- **Task goal**
Extract the entries in their exact form.

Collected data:
------

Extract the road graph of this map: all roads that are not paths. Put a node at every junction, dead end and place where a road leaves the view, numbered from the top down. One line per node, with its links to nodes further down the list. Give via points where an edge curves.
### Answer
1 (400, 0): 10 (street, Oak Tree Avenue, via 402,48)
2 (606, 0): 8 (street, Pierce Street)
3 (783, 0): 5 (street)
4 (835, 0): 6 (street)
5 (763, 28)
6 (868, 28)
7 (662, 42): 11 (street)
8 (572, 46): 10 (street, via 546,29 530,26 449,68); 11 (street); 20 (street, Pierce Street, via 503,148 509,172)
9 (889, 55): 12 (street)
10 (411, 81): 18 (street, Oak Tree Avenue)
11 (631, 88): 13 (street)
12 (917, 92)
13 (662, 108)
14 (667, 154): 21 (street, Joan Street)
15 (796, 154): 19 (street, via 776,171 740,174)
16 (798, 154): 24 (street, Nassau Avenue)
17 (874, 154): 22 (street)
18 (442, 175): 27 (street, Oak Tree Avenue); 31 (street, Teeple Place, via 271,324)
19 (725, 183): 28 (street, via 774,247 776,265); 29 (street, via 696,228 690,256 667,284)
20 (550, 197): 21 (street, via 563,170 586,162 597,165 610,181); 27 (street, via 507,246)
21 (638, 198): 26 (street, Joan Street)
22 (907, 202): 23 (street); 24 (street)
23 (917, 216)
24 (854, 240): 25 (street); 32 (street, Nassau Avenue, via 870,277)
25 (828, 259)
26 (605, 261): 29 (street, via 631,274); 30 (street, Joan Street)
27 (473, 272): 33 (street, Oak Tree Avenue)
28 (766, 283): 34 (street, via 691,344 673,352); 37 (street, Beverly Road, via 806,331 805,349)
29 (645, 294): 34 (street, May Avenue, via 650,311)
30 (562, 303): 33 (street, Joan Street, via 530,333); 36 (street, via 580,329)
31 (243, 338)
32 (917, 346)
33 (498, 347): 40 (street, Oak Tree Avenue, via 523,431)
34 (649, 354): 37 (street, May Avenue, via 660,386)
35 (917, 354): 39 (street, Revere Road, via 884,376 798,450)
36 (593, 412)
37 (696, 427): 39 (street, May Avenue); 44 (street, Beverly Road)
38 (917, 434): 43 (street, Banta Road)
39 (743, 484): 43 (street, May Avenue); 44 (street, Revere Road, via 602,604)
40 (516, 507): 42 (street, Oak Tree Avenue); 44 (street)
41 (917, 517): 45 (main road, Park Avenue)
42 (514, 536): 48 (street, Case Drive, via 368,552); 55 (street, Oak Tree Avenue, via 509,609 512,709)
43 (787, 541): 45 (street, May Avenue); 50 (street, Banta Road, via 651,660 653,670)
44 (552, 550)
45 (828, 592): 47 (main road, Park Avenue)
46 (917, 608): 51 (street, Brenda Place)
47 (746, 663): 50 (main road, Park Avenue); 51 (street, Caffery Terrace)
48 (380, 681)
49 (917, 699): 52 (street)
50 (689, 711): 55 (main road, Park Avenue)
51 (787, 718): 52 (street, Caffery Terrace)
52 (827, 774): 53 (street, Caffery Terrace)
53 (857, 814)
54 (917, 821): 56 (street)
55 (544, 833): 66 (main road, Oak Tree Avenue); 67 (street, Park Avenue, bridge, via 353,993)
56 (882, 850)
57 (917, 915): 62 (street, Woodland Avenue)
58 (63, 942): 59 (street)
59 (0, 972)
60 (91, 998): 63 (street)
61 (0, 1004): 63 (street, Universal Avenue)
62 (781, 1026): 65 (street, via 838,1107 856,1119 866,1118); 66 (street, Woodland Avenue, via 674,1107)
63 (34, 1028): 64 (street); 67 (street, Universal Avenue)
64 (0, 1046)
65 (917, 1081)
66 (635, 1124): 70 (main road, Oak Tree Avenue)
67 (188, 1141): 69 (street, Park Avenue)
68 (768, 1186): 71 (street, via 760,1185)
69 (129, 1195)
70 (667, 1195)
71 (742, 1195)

------

- **Written answer**
Extract the road graph of this map: all roads that are not paths. Put a node at every junction, dead end and place where a road leaves the view, numbered from the top down. One line per node, with its links to nodes further down the list. Give via points where an edge curves.
### Answer
1 (400, 0): 10 (street, Oak Tree Avenue, via 402,48)
2 (606, 0): 8 (street, Pierce Street)
3 (783, 0): 5 (street)
4 (835, 0): 6 (street)
5 (763, 28)
6 (868, 28)
7 (662, 42): 11 (street)
8 (572, 46): 10 (street, via 546,29 530,26 449,68); 11 (street); 20 (street, Pierce Street, via 503,148 509,172)
9 (889, 55): 12 (street)
10 (411, 81): 18 (street, Oak Tree Avenue)
11 (631, 88): 13 (street)
12 (917, 92)
13 (662, 108)
14 (667, 154): 21 (street, Joan Street)
15 (796, 154): 19 (street, via 776,171 740,174)
16 (798, 154): 24 (street, Nassau Avenue)
17 (874, 154): 22 (street)
18 (442, 175): 27 (street, Oak Tree Avenue); 31 (street, Teeple Place, via 271,324)
19 (725, 183): 28 (street, via 774,247 776,265); 29 (street, via 696,228 690,256 667,284)
20 (550, 197): 21 (street, via 563,170 586,162 597,165 610,181); 27 (street, via 507,246)
21 (638, 198): 26 (street, Joan Street)
22 (907, 202): 23 (street); 24 (street)
23 (917, 216)
24 (854, 240): 25 (street); 32 (street, Nassau Avenue, via 870,277)
25 (828, 259)
26 (605, 261): 29 (street, via 631,274); 30 (street, Joan Street)
27 (473, 272): 33 (street, Oak Tree Avenue)
28 (766, 283): 34 (street, via 691,344 673,352); 37 (street, Beverly Road, via 806,331 805,349)
29 (645, 294): 34 (street, May Avenue, via 650,311)
30 (562, 303): 33 (street, Joan Street, via 530,333); 36 (street, via 580,329)
31 (243, 338)
32 (917, 346)
33 (498, 347): 40 (street, Oak Tree Avenue, via 523,431)
34 (649, 354): 37 (street, May Avenue, via 660,386)
35 (917, 354): 39 (street, Revere Road, via 884,376 798,450)
36 (593, 412)
37 (696, 427): 39 (street, May Avenue); 44 (street, Beverly Road)
38 (917, 434): 43 (street, Banta Road)
39 (743, 484): 43 (street, May Avenue); 44 (street, Revere Road, via 602,604)
40 (516, 507): 42 (street, Oak Tree Avenue); 44 (street)
41 (917, 517): 45 (main road, Park Avenue)
42 (514, 536): 48 (street, Case Drive, via 368,552); 55 (street, Oak Tree Avenue, via 509,609 512,709)
43 (787, 541): 45 (street, May Avenue); 50 (street, Banta Road, via 651,660 653,670)
44 (552, 550)
45 (828, 592): 47 (main road, Park Avenue)
46 (917, 608): 51 (street, Brenda Place)
47 (746, 663): 50 (main road, Park Avenue); 51 (street, Caffery Terrace)
48 (380, 681)
49 (917, 699): 52 (street)
50 (689, 711): 55 (main road, Park Avenue)
51 (787, 718): 52 (street, Caffery Terrace)
52 (827, 774): 53 (street, Caffery Terrace)
53 (857, 814)
54 (917, 821): 56 (street)
55 (544, 833): 66 (main road, Oak Tree Avenue); 67 (street, Park Avenue, bridge, via 353,993)
56 (882, 850)
57 (917, 915): 62 (street, Woodland Avenue)
58 (63, 942): 59 (street)
59 (0, 972)
60 (91, 998): 63 (street)
61 (0, 1004): 63 (street, Universal Avenue)
62 (781, 1026): 65 (street, via 838,1107 856,1119 866,1118); 66 (street, Woodland Avenue, via 674,1107)
63 (34, 1028): 64 (street); 67 (street, Universal Avenue)
64 (0, 1046)
65 (917, 1081)
66 (635, 1124): 70 (main road, Oak Tree Avenue)
67 (188, 1141): 69 (street, Park Avenue)
68 (768, 1186): 71 (street, via 760,1185)
69 (129, 1195)
70 (667, 1195)
71 (742, 1195)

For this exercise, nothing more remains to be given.